Tersenyum walau ekspresinya agak sedih, Tristan menerima kotak itu di tangannya. Lalu dia menatap Hana dengan pandangan yang sulit untuk dijelaskan dengan kata-kata. Sorot matanya menatap penuh kerinduan, cinta, dan juga kesedihan.
"Aku ingin meminta kamu menyimpannya karena kamu memang sepenting itu bagiku, Na... Tapi, kurasa kamu akan menolaknya. Jadi, aku hanya bisa berterima kasih ke kamu sekarang. Terima kasih sudah menjaganya dengan sangat baik, Raihana...."
"Maaf...." gumam Hana lirih.
Lagi-lagi Tristan tersenyum tipis. "Tak perlu meminta maaf karena sudah memilih dia ...."
Tristan memanggil pelayan, meminta tagihan dan bersikeras membayarnya walau Hana sempat menolak. "Sepertinya ini adalah acara makan kita berdua yang terakhir kalinya. Biarkan aku yang membayar semuanya, Na...."
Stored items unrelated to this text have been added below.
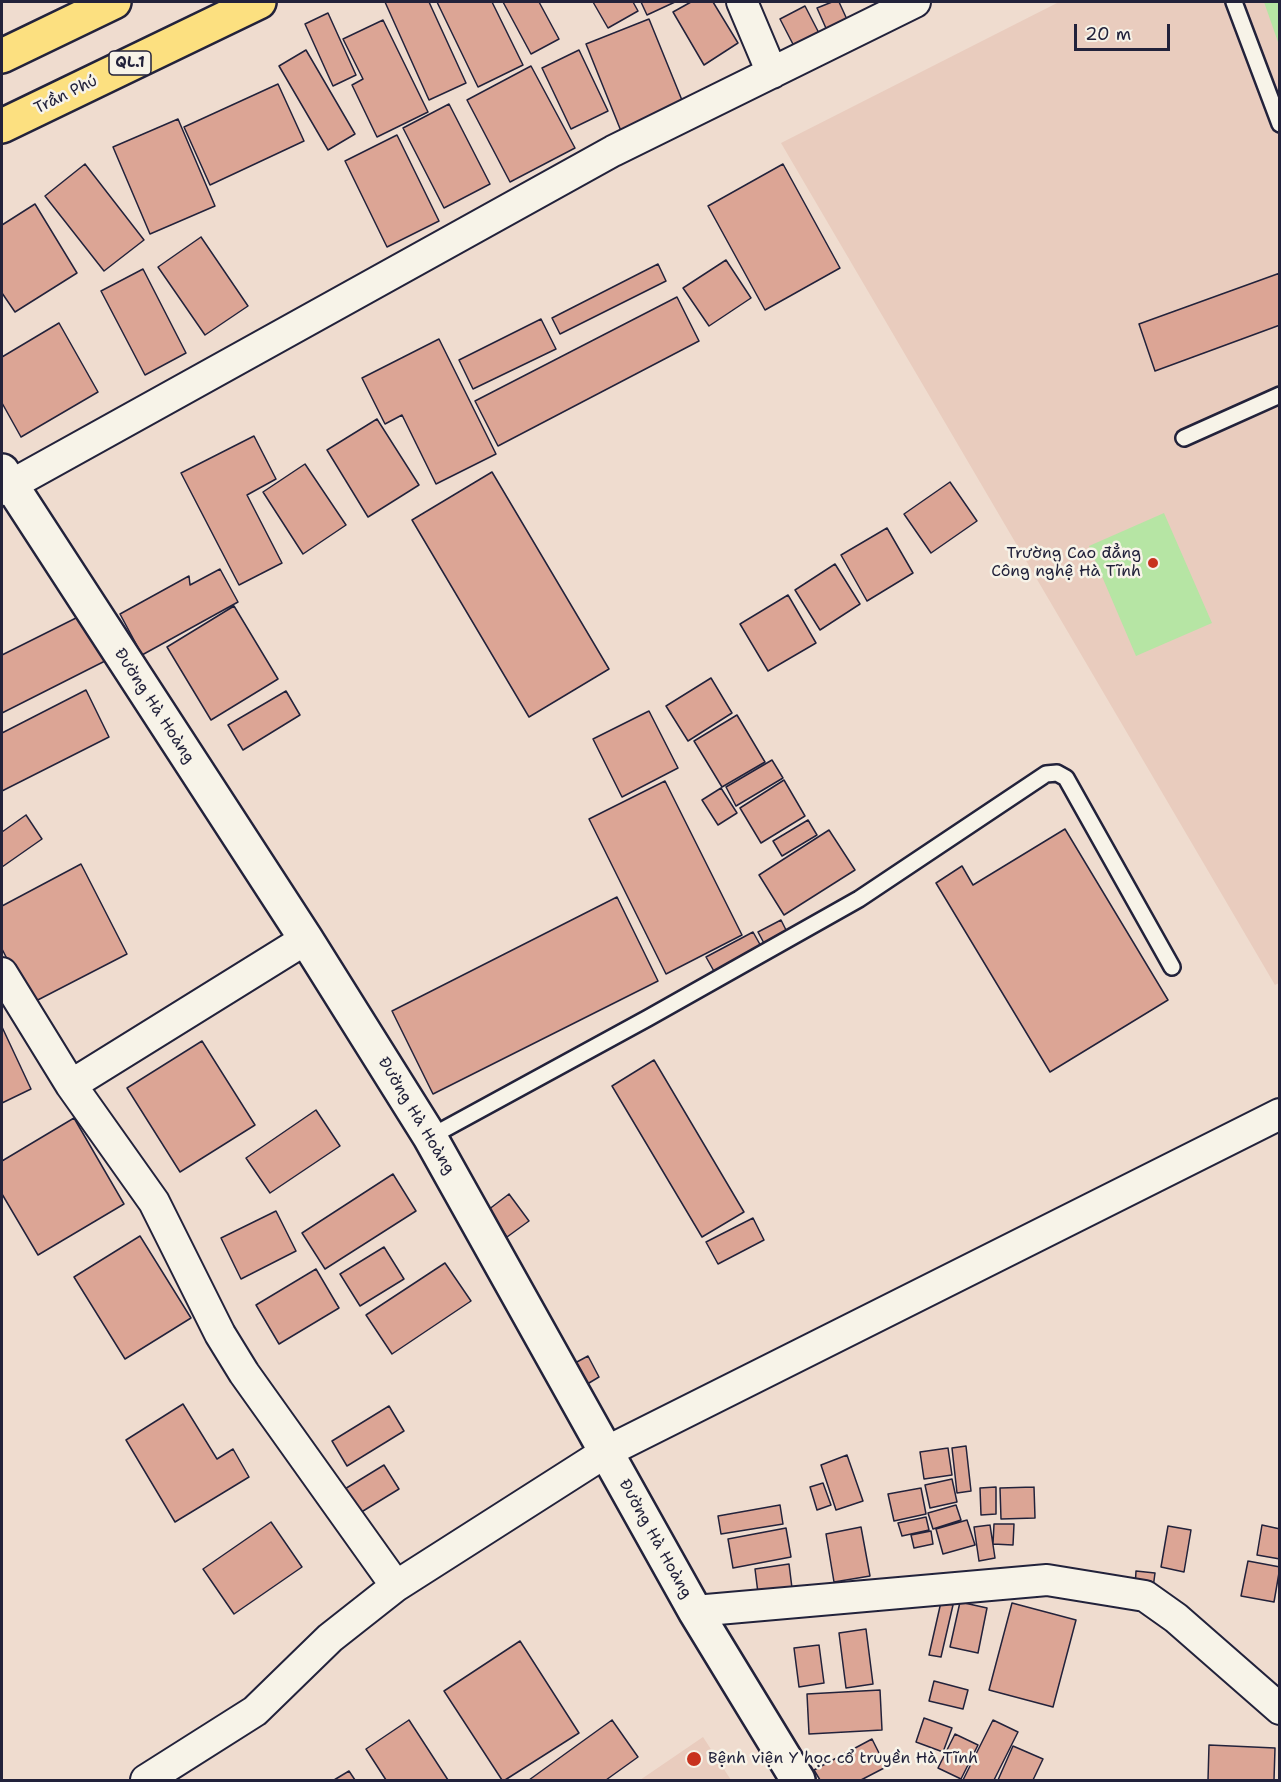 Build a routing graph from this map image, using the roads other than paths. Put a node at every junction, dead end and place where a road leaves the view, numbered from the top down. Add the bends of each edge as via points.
1 (114, 2) edge
2 (260, 2) edge
3 (742, 2) edge
4 (915, 2) edge
5 (1234, 2) edge
6 (2, 56) edge
7 (772, 73) junction
8 (1280, 124) edge
9 (2, 126) edge
10 (1280, 395) edge
11 (1184, 438) dead end
12 (4, 482) edge
13 (306, 939) junction
14 (1172, 967) dead end
15 (2, 973) edge
16 (71, 1085) junction
17 (1280, 1114) edge
18 (430, 1137) junction
19 (606, 1452) junction
20 (396, 1586) junction
21 (694, 1611) junction
22 (1280, 1709) edge
23 (146, 1780) edge
24 (798, 1780) edge

1 - 6 main road
2 - 9 main road, Trần Phú / QL.1
3 - 7 street
4 - 7 street
5 - 8 lane
7 - 12 street via 613,151
10 - 11 lane
12 - 13 street, Đường Hà Hoàng
13 - 16 street
13 - 18 street, Đường Hà Hoàng
14 - 18 lane via 1065,778 1057,773 1046,774 859,899
15 - 16 street
16 - 20 street via 154,1202 220,1334 244,1373
17 - 19 street
18 - 19 street, Đường Hà Hoàng
19 - 20 street
19 - 21 street, Đường Hà Hoàng
20 - 23 street via 330,1638 255,1711
21 - 22 street via 1047,1580 1145,1596 1176,1618
21 - 24 street, Đường Hà Hoàng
Setelah pelayan membawakan kembalian dan Tristan memberi tip di dalamnya. Mereka berdua bangkit dan berjalan dalam diam menuju tempat menunggu taksi.
Saat taksinya hendak datang, Hana berbalik menghadap Tristan, mereka-reka ucapan perpisahan apa yang pantas untuk dia sebutkan ke pria rupawan di hadapannya, namun ternyata Tristan mendahuluinya. "Kurasa ini artinya sebenar-benarnya perpisahan dengan kamu, Na...." ucap Tristan sementara tangannya membelai pipi Hana lembut.
Tersenyum, Hana menjawab. "Kita masih bisa berteman, Tan...."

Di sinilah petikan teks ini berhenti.